I’ve seen many Linux admins struggle with configuring DNS settings for split horizon environments. systemd-resolved, a DNS resolver component of the systemd suite, can make life easier. In this article, I’ll walk you through how to configure DNS settings for split horizon environments using systemd-resolved.

Understanding Split Horizon Environments

Split horizon environments are network setups where multiple DNS servers provide different answers for the same domain name, depending on the client’s location or network. I’ve encountered this in organizations with multiple offices or data centers, where different DNS servers serve different locations. For example, a company with offices in the US and Europe might have two separate DNS servers, one for each region, providing different IP addresses for the same domain name.

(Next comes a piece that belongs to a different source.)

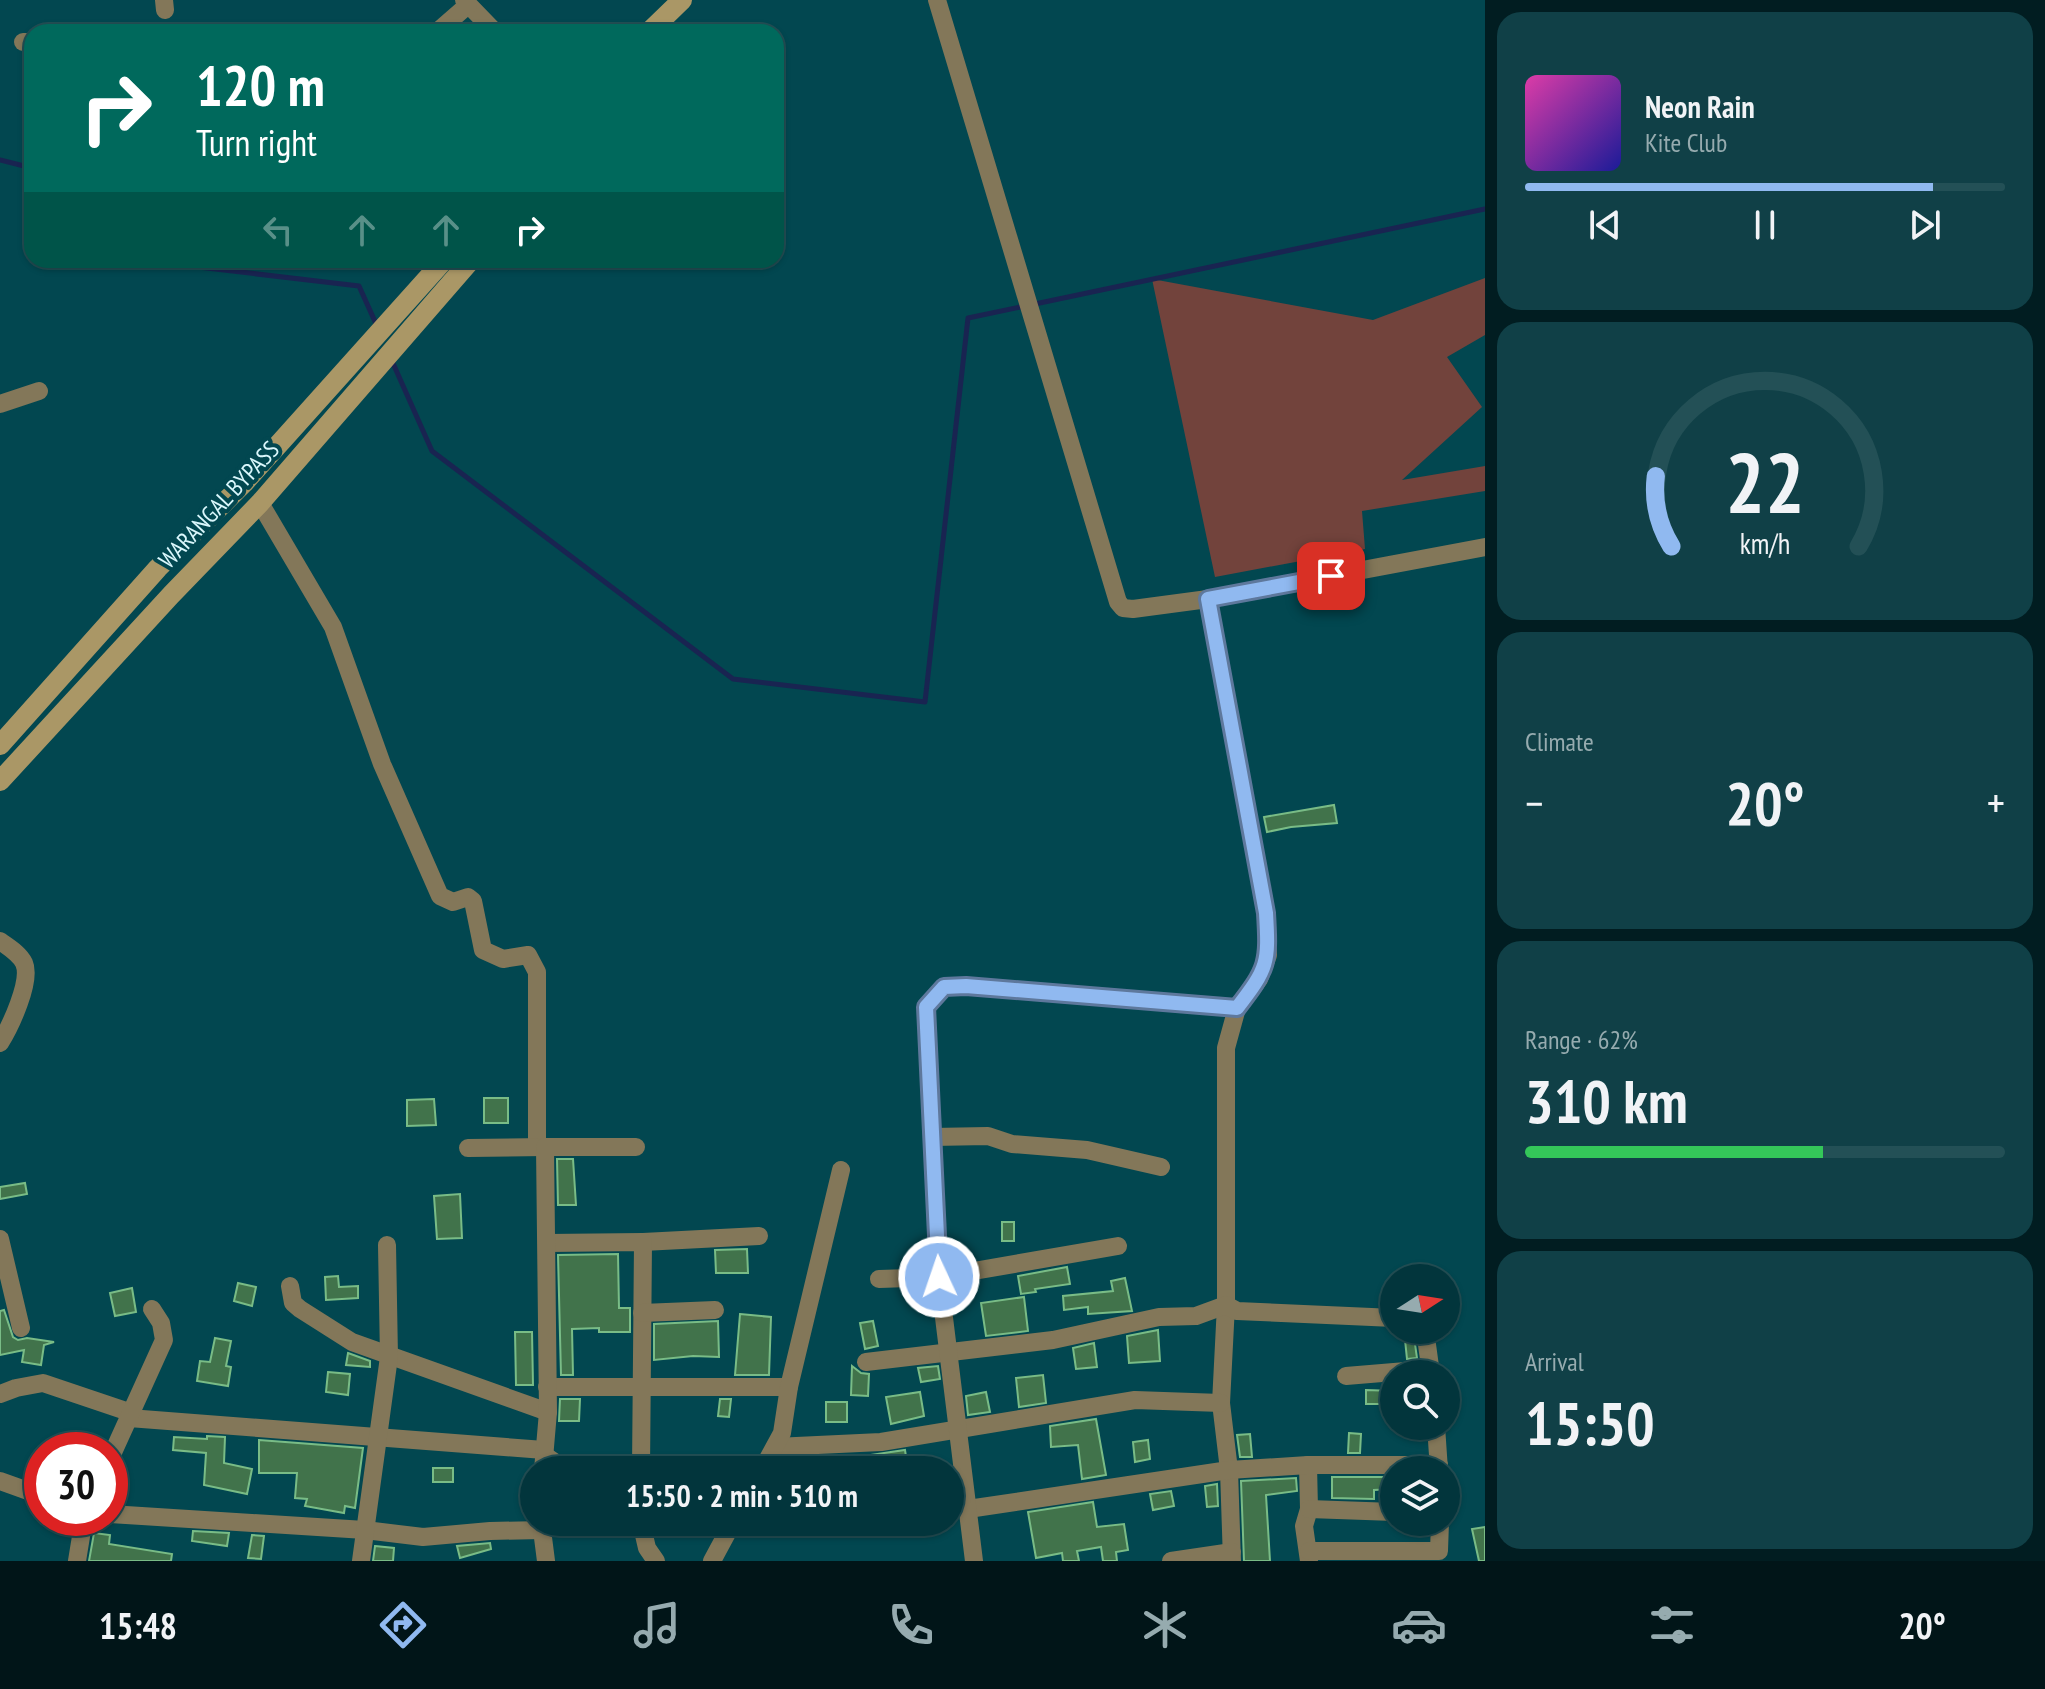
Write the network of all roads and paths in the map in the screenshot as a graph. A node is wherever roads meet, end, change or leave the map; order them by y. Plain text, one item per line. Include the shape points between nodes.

Configuring systemd-resolved

To configure systemd-resolved for a split horizon environment, you need to create a configuration file that specifies the DNS servers for each domain. Don’t bother with editing the main resolved.conf file - instead, create a new file in the /etc/systemd/resolved.conf.d/ directory. For example, to configure DNS settings for the example.com domain, you can create a file called example.com.conf with the following contents:

[Match]
Domains=example.com

[Resolve]
DNS=192.168.1.100 192.168.1.200

The real trick is to make sure you specify the correct DNS servers for each domain.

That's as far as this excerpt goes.